How long, I wonder, until the National Weather Service complains? Good thing the replacement mascot wasn’t an animal or we’d have PETA picketing the commons.

I wonder, as did Bob Fliss in the Carolina Journal Online, if Wake Forest University has been contacted about discarding the demon Deacon? Couldn’t help but notice a neighboring school in Guilford County has yet to give up their Vikings.

And that’s just a wee little pocket in North Carolina.

Dare I question the state university due east of my current home in St. Louis? When will the Fighting Illini become the Fearsome Gully Washers or the Frightening Thunder-Boomers?

We weren’t perfect, but we were good kids. We proudly called ourselves the Indians, believing it meant brave, strong, fierce warriors. We wouldn’t have taken the name if we’d believed it to be oppressive or offensive.

Looking back, I hope no one felt oppressed or was offended.
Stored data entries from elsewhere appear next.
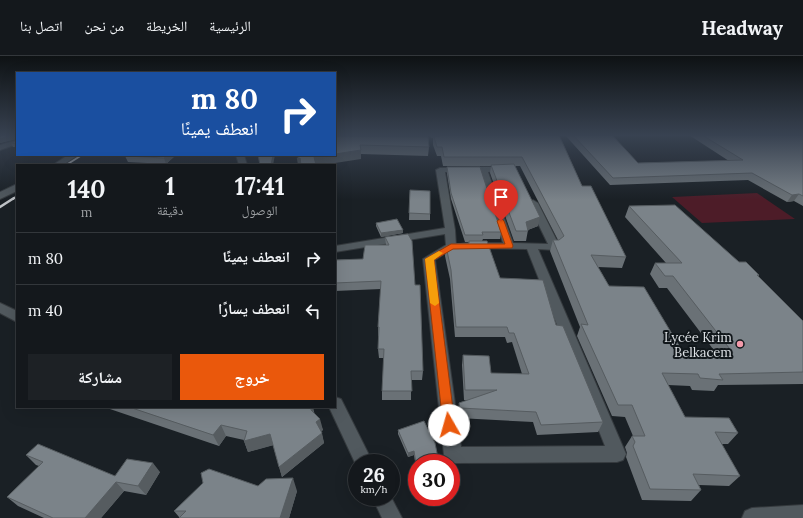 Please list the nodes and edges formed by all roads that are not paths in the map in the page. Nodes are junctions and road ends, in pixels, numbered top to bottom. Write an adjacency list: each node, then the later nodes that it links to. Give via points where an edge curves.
1 (71, 157): 2 (street)
2 (59, 164)
3 (483, 169): 4 (street, via 516,169); 8 (street, via 440,170); 10 (street)
4 (520, 176)
5 (16, 188): 7 (street)
6 (526, 190): 11 (street, via 555,247)
7 (0, 196)
8 (450, 230): 9 (street); 12 (street)
9 (458, 246): 10 (street); 11 (street, via 429,259 453,455 617,454)
10 (509, 246): 11 (street)
11 (531, 246)
12 (336, 249)
13 (0, 307): 14 (street)
14 (16, 316)
15 (336, 406): 16 (street)
16 (360, 454)
17 (386, 506): 19 (street)
18 (803, 515): 20 (street)
19 (392, 518)
20 (752, 518)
It pains me to think folks would actually take it that way.

cheer detail

In 2004, the Guilford County Board of Education prompted by the North Carolina State Board of Education and the North Carolina Mascot Education & Action Group (yes, there is such a thing) voted to “retire” the mascot that had represented my school since 1926.

The vote came without consulting the citizenry prior to proceeding. The board reasoned the community could comment in the 30 days before the policy would be finalized, as if community input mattered. (Guilford Schools Board Forbids Indian Mascots, Jennifer Fernandez, News & Record, 1.14.04)

So it changed. A lot has changed since I left my pom poms behind.

A couple years ago, the homegirls threw an awesome 20th reunion party for our class. In between all the hugging and laughing and reuniting, we gathered.

Before the dancing and the open bar, we prayed. A tradition. A covering.

maroon & gold

When I think of those friends, those times, my high school—to me, we’ll always be the Indians, brave and strong, on a crisp, early autumn Friday night.

How do you know what your life will be like tomorrow? Your life is like the morning fog—it’s here a little while, then it’s gone. James 4:14 NLT

This version of Boys of Summer by The Ataris rocks. Sorry, Don Henley. As noted above, things change.